Par Mouctar Bah

Le 22 octobre, la banlieue de Conakry a de nouveau été le théâtre de tirs et de heurts entre partisans du candidat Cellou Dalein Diallo et forces de l’ordre, quatre jours après une présidentielle dont les résultats officiels se font attendre. Différentes villes de Guinée, à commencer par la capitale, sont en proie depuis lundi 19 octobre, à des violences qui ont fait une dizaine de morts selon les autorités, au moins 19 selon Cellou Dalein Diallo.

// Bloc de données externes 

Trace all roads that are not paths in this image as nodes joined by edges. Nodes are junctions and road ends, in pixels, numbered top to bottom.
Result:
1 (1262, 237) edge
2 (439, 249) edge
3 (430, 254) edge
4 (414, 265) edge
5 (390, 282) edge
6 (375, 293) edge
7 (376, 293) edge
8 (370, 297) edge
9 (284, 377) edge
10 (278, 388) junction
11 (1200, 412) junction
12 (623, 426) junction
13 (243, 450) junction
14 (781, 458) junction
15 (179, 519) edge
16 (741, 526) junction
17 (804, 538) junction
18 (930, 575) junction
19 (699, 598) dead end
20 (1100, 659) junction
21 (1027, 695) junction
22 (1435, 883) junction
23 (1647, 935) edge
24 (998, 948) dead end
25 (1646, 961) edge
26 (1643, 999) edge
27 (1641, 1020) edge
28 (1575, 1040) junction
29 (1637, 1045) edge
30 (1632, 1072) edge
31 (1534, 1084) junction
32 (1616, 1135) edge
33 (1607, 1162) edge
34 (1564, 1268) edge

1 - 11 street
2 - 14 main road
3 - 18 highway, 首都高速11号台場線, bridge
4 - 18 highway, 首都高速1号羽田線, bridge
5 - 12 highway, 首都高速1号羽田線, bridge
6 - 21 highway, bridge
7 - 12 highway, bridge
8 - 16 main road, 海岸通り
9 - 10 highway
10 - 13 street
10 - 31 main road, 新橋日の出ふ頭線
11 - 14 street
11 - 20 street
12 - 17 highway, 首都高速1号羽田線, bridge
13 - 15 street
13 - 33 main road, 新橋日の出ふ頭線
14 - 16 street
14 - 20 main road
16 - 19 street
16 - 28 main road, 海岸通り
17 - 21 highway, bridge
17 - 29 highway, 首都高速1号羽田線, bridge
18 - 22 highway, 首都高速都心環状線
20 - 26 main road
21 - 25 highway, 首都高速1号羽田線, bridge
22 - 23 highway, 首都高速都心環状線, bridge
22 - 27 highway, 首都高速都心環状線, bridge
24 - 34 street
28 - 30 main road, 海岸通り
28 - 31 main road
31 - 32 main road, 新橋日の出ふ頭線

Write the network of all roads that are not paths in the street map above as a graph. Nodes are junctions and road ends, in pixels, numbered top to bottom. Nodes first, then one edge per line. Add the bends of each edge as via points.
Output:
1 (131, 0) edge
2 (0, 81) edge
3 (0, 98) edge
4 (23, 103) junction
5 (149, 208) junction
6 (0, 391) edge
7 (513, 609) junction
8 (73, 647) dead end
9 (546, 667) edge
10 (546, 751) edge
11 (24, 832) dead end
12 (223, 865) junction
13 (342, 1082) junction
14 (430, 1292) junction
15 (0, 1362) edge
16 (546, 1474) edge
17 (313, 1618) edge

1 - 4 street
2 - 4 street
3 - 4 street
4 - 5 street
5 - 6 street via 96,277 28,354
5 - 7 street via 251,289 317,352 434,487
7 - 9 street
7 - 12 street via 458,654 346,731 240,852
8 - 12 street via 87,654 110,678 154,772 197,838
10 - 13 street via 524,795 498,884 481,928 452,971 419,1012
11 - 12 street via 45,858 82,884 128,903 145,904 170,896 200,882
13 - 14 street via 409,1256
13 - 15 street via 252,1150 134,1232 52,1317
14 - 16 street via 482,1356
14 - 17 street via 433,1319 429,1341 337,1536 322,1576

  Les tensions qui ont précédé le scrutin pendant des mois ont été avivées après le vote par la proclamation unilatérale de victoire par Cellou Dalein. Diallo, les soupçons de fraude et la publication par les autorités de résultats partiels très favorables à Alpha Condé. L’éventualité d’un troisième mandat consécutif d’Alpha Condé, 82 ans, a provoqué pendant un an une contestation dans laquelle des dizaines de civils ont été tués, faisant craindre une éruption autour du vote, dans un pays coutumier des confrontations politiques sanglantes. Les affrontements se sont poursuivis jeudi 22 octobre à Conakry, dans les quartiers de Cosa, Nongo, Sonfonia ou encore Wanindara, mais aussi en province. « Nous n’avons pas fermé l’œil de la nuit à cause des détonations, des tirs nourris. On a l’impression que nous sommes dans un pays de guerre », a dit un habitant de Sonfonia, Mamadou Moussa Bah. « Les enfants en bas âge sont traumatisés pendant que leurs aînés sont dans la rue, affrontant violemment les forces de l’ordre », a-t-il soutenu

Sous scellés

  Dans ces zones dangereuses, les rues habituellement très animées sont à présent désertées, des détonations au loin confirmant les affrontements en cours. Les jeunes dressent des barricades, renversent des poubelles, allument des feux et harcèlent à coups de pierres policiers et gendarmes qui ripostent à l’aide de moyens anti-émeute, voire de frondes, et très souvent à balles réelles selon de nombreux témoignages. Le camp de Cellou Dalein Diallo accuse celui d’Alpha. Condé de se livrer à une « fraude à grande échelle » pour conserver le pouvoir à tout prix. M. Diallo a proclamé sa victoire lundi 19 octobre en invoquant le travail mené par son parti pour faire remonter les données du terrain et ne pas s’en remettre aux organes officiels, inféodés selon lui. L’animosité et la méfiance ont été accrues par le dispositif policier déployé depuis mardi 20 octobre autour du domicile de Cellou Dalein Diallo qui se dit maintenant « séquestré », par une opération de police menée mercredi 21 octobre contre les bureaux de son parti et des résultats partiels publiés par la commission électorale. Le ministre de la Sécurité, Albert Damantang Camara, a confirmé que les locaux du parti ont été placés « sous scellés » en vertu d’une procédure judiciaire ouverte parce que « des messages contraires à l’ordre public et à l’unité nationale ont été diffusés ». Quant au dispositif mis en place autour du domicile, il a invoqué des « raisons de sécurité », sans plus de détails.

Exode

  La commission électorale, quant à elle, a rendu publics depuis le soir du mardi 20 octobre les résultats dans 20 des 38 circonscriptions que compte le pays, représentant 2,28 millions d’électeurs potentiels sur un total de 5,41 millions d’inscrits. Ces résultats ne permettent pas de se prononcer sur l’issue du vote. Mais, avec plus de 59% des scrutins exprimés, ils accordent une très large avance à Alpha Condé sur Cellou Dalein Diallo, qui ne recueille qu’un peu plus de 31%, selon un calcul provisoire de l’AFP. M. Diallo revendique 53% des voix. Il a dénoncé dans un communiqué des « falsifications massives », des disparitions « inexplicables de procès-verbaux », ou encore des manipulations de taux de participation. Le doute subsiste quant au moment où la commission publiera un résultat final.

  En province, les villes de Pita, Labé et Mali ont également connu des heurts. « Beaucoup de nos parents sont allés dans les villages, ils ont préféré aller se réfugier là-bas », a dit Marwana Soumanoh, chaudronnier à Pita, accusant les forces de l’ordre d’exactions. Le maire de Mali, Abdoulaye Fily Diallo, a pour sa part dénoncé les agissements des soldats du bataillon d’infanterie local, « qui rentrent en ville et tirent n’importe comment, effraient tout le monde » et font plusieurs blessés selon lui.